■ プロフィール ■



藤間 静蘭
  日本舞踊藤間流師範
  日本舞踊協会会員

4歳より五城目町で日本舞踊の稽古を始める。
故二代目藤蔭季代恵師、故藤間汎師、藤間勘翠師に師事。
大学時代より東京の故藤間勘一郎師に師事し、新橋演舞場・国立大劇場・歌舞伎座で多くの舞台をふむ。
また地唄舞を故二代目藤蔭季代恵師に師事。

加賀谷 宗静
  茶道裏千家教授

◆◆◆ 私の思い ◆◆◆

次世代に繋ぐ心のよりどころ

 振り返りますと早いもので、私が日本舞踊と出会ってから半世紀以上が過ぎました。 4歳で故二代目藤蔭季代恵師から手ほどきを受けたのが始まりで、その後故藤間汎師、藤間勘翠師に師事。大学への進学を期に、東京御徒町の故藤間勘一郎師(今年5月、98才で亡くなられました)とのご縁もいただきました。 そのご縁から数えても40年。素晴らしい師匠と周囲の暖かい理解の元に踊り続けてまいりました。この事を思うと感謝の気持ちでいっぱいになります。

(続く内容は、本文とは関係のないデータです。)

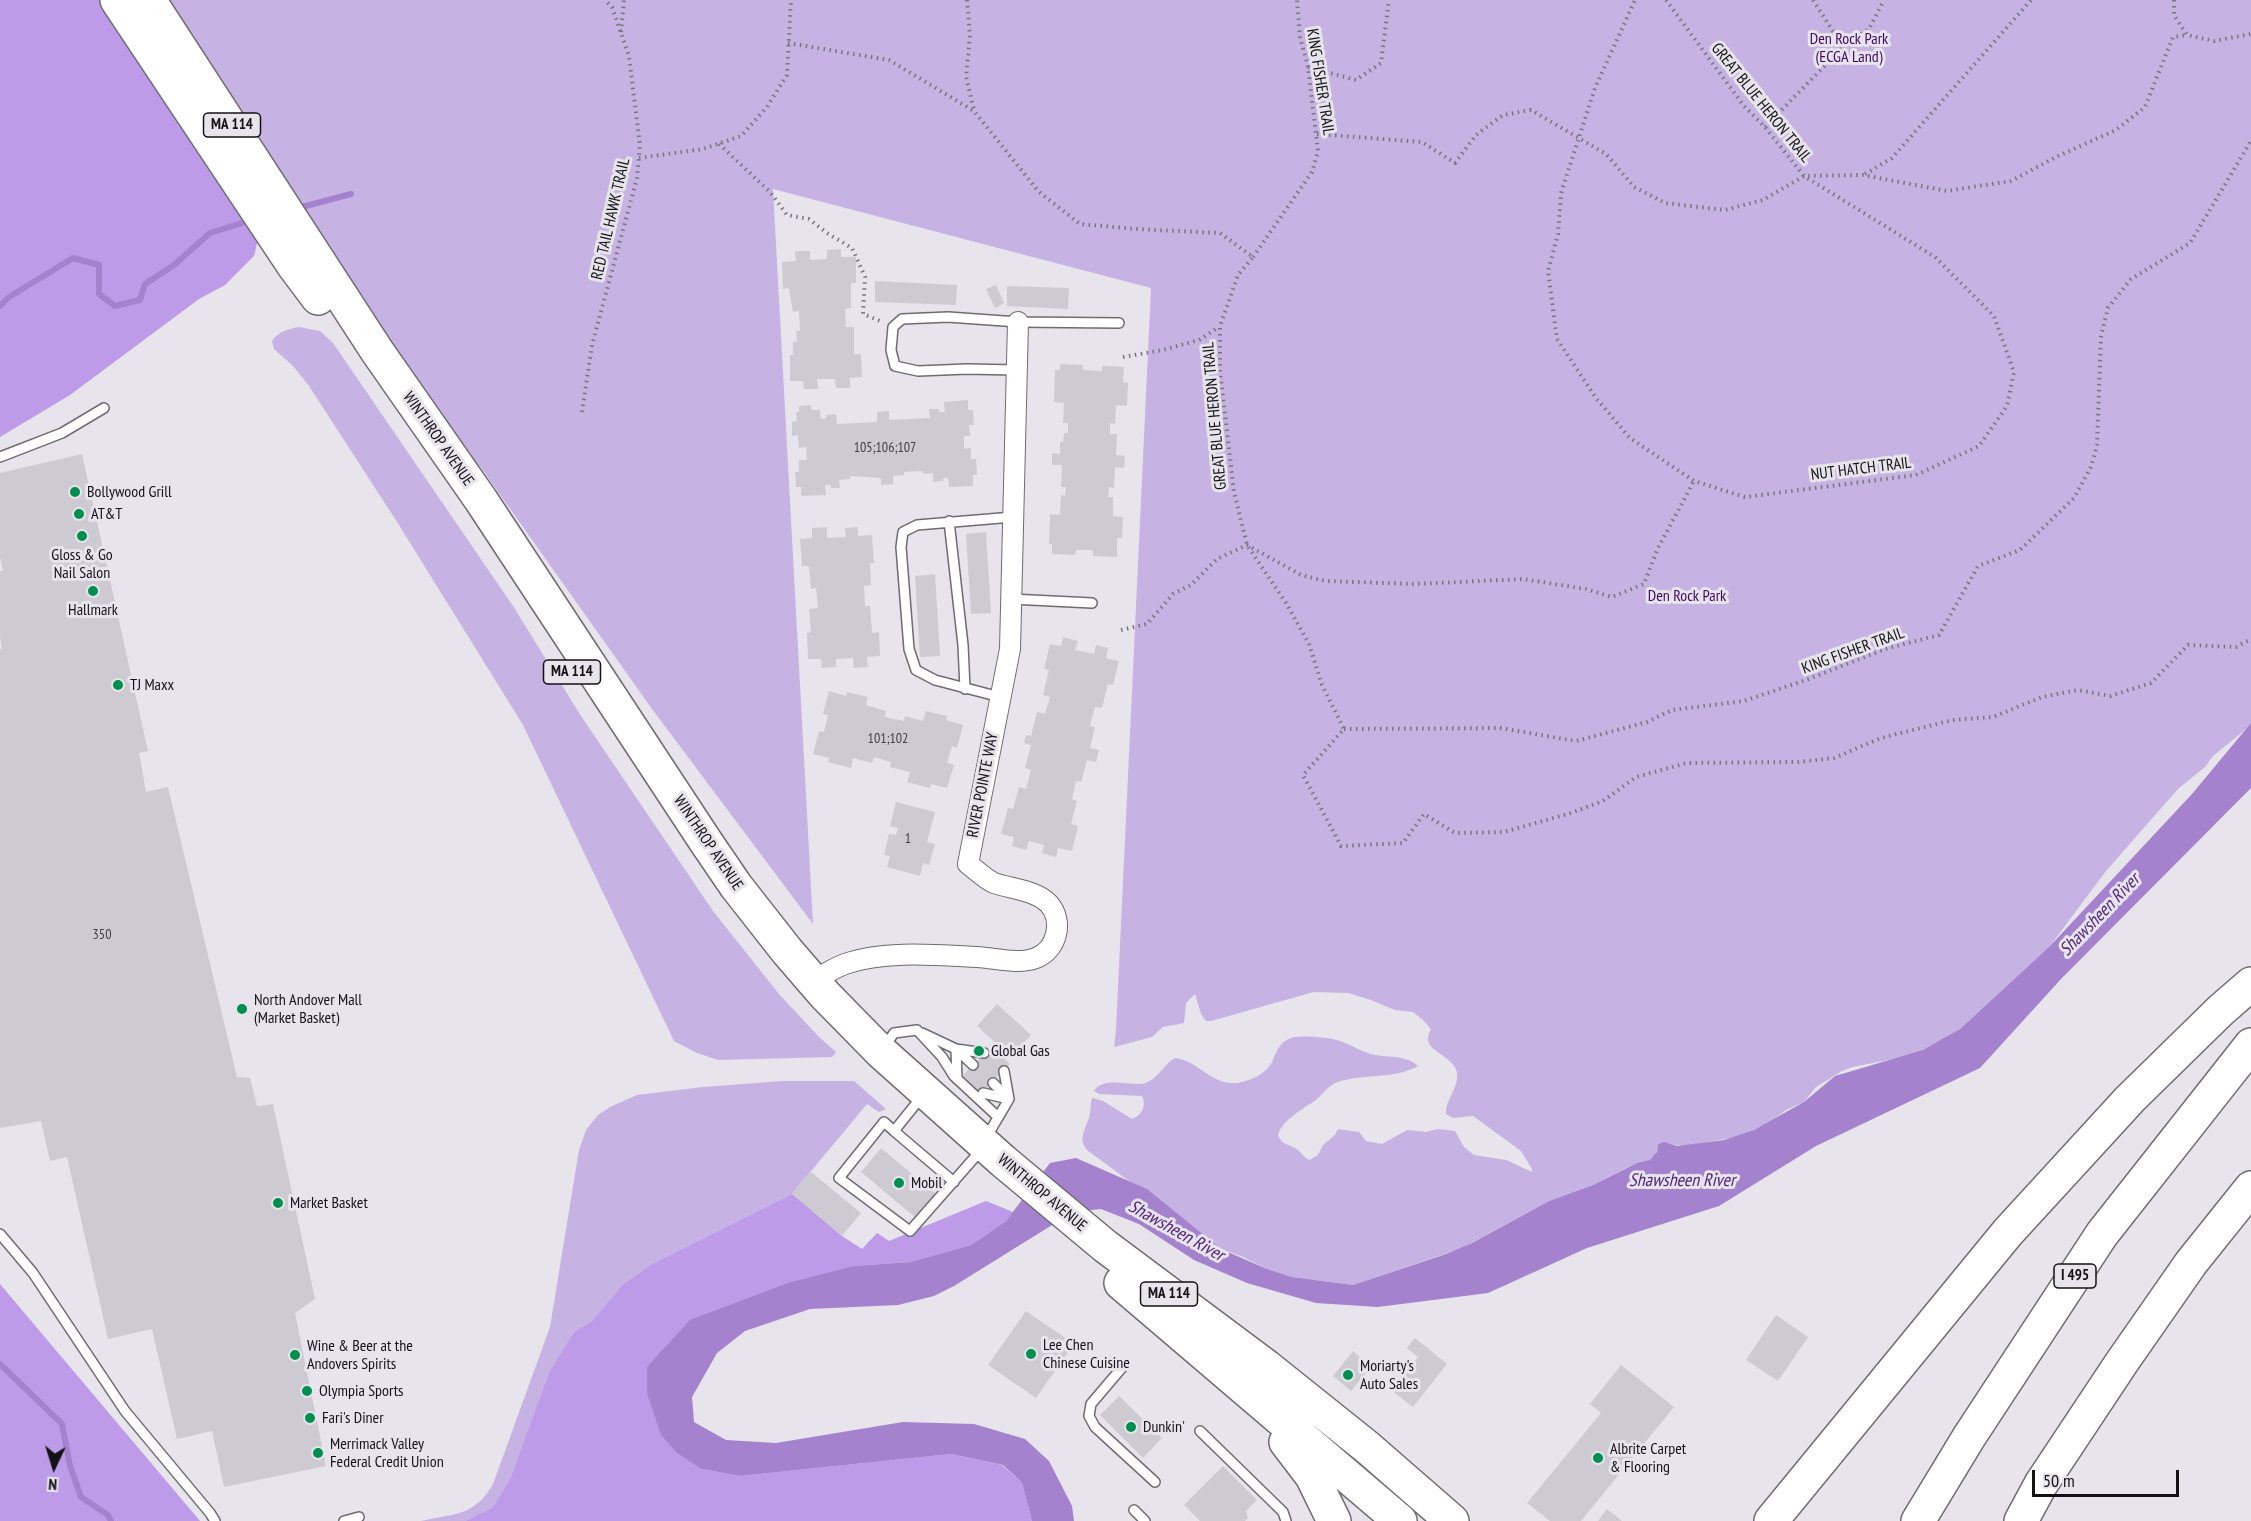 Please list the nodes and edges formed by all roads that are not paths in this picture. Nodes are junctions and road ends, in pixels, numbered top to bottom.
1 (117, 0) edge
2 (149, 0) edge
3 (1018, 322) junction
4 (1119, 323) dead end
5 (1017, 370) junction
6 (104, 408) dead end
7 (0, 457) edge
8 (1013, 517) junction
9 (948, 521) junction
10 (1011, 599) junction
11 (1092, 603) dead end
12 (965, 688) junction
13 (1000, 697) junction
14 (2251, 984) edge
15 (806, 986) junction
16 (917, 1030) junction
17 (2251, 1045) edge
18 (956, 1050) junction
19 (984, 1053) dead end
20 (878, 1054) junction
21 (973, 1065) dead end
22 (1004, 1071) dead end
23 (961, 1076) junction
24 (993, 1083) dead end
25 (983, 1093) dead end
26 (921, 1099) junction
27 (1009, 1099) junction
28 (894, 1131) junction
29 (985, 1139) junction
30 (954, 1182) junction
31 (2251, 1188) edge
32 (1067, 1225) junction
33 (0, 1234) edge
34 (1125, 1364) dead end
35 (1258, 1401) junction
36 (1200, 1431) dead end
37 (1155, 1482) dead end
38 (1134, 1510) dead end
39 (359, 1517) dead end
40 (1284, 1518) edge
41 (215, 1521) edge
42 (344, 1521) edge
43 (1145, 1521) edge
44 (1275, 1521) edge
45 (1334, 1521) edge
46 (1401, 1521) edge
47 (1452, 1521) edge
48 (1771, 1521) edge
49 (1918, 1521) edge
50 (2020, 1521) edge

1 - 15 highway, WINTHROP AVENUE / MA 114
2 - 15 highway, WINTHROP AVENUE / MA 114
3 - 4 lane
3 - 5 street, RIVER POINTE WAY
3 - 5 lane
5 - 8 street, RIVER POINTE WAY
6 - 7 lane
8 - 9 lane
8 - 10 street, RIVER POINTE WAY
9 - 12 lane
9 - 12 lane
10 - 11 lane
10 - 13 street, RIVER POINTE WAY
12 - 13 lane
13 - 15 street, RIVER POINTE WAY
14 - 48 highway
15 - 20 highway, WINTHROP AVENUE / MA 114
15 - 26 highway, WINTHROP AVENUE / MA 114
16 - 18 lane
16 - 20 lane
16 - 23 lane
17 - 49 highway, I 495
18 - 19 lane
18 - 21 lane
18 - 23 lane
20 - 26 highway, WINTHROP AVENUE / MA 114
22 - 27 lane
23 - 29 lane
24 - 27 lane
25 - 27 lane
26 - 28 lane
26 - 29 highway, WINTHROP AVENUE / MA 114
27 - 29 lane
28 - 30 lane
28 - 30 lane
29 - 30 lane
29 - 32 highway, WINTHROP AVENUE / MA 114
31 - 50 highway
32 - 35 highway, WINTHROP AVENUE / MA 114
32 - 47 highway, WINTHROP AVENUE / MA 114
33 - 41 lane
34 - 37 lane
35 - 45 highway
35 - 46 highway, WINTHROP AVENUE / MA 114
36 - 40 lane
38 - 43 lane
39 - 42 lane
40 - 44 lane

 長く踊り続けている間に多くの会の舞台を踏ませていただき、また自分でも主催してまいりました。特に自分で会を主催する時に考えましたのが、ふだん日本舞踊に触れることのない、他の分野の方々にもご覧いただきたいということでした。そこで日本舞踊というジャンルを越え、居合いや詩吟、あるいはバレエの先生方にも参加していただくような舞台を作ってまいりました。邪道と言われることもございましたが、日本舞踊のすばらしさを幅広く多くの方に知っていただくことの一助になったと自負しております。
 こうした活動の中、今一番に思うことは日本の伝統文化を次世代に繋いでいかなくてはならないということです。ジャンルにこだわらない舞台を多くの方に見ていただくのも大事なこと。しかし、それではただ見ておもしろかったで終わってしまいがちです。そこから一歩先に進んで、それを身につけていただくことこそ大事なことだと思うのです。
 ITが発達し企業は多国籍化する現代。まさに時代の変わり目としかいいようのない激動期となっています。こういう時代だからこそ足下をしっかりと踏みしめなくてはならないと思います。自分のよりどころとなるものをしっかりと持っていなくては外に羽ばたいて行くこともできません。「自分の足下」「よりどころ」、日本の伝統文化はまさにそこに応えてくれるものです。自国の文化を愛することなく他国の文化を愛することはできません。

 少し話が大きくなってしまいました。
 私は幼稚園児から大人まで日本舞踊を教えていますが、特に子どもたちには稽古の合間にお茶やお花の手ほどきもしています。その目的は茶道、華道をしっかりと教えこむということではなく、基本の所作を知ってもらう、その場の空気に触れてもらうということ。子どもたちに日本舞踊を中心として広く日本の伝統文化に親しんでもらいたいのです。親しみの中から愛が生まれ、それはやがてこの子たちの心のよりどころになることでしょう。
 古くから守り受け継がれて来た文化は、多くの先人の手によって磨き上げられてきました。それはまさに得難い宝物に他なりません。 この宝物を次世代に受け渡していくことは、私を育んでくださった師匠や周囲の方々への恩返しにもなると、心を新た取り組んで行きたいと思っております。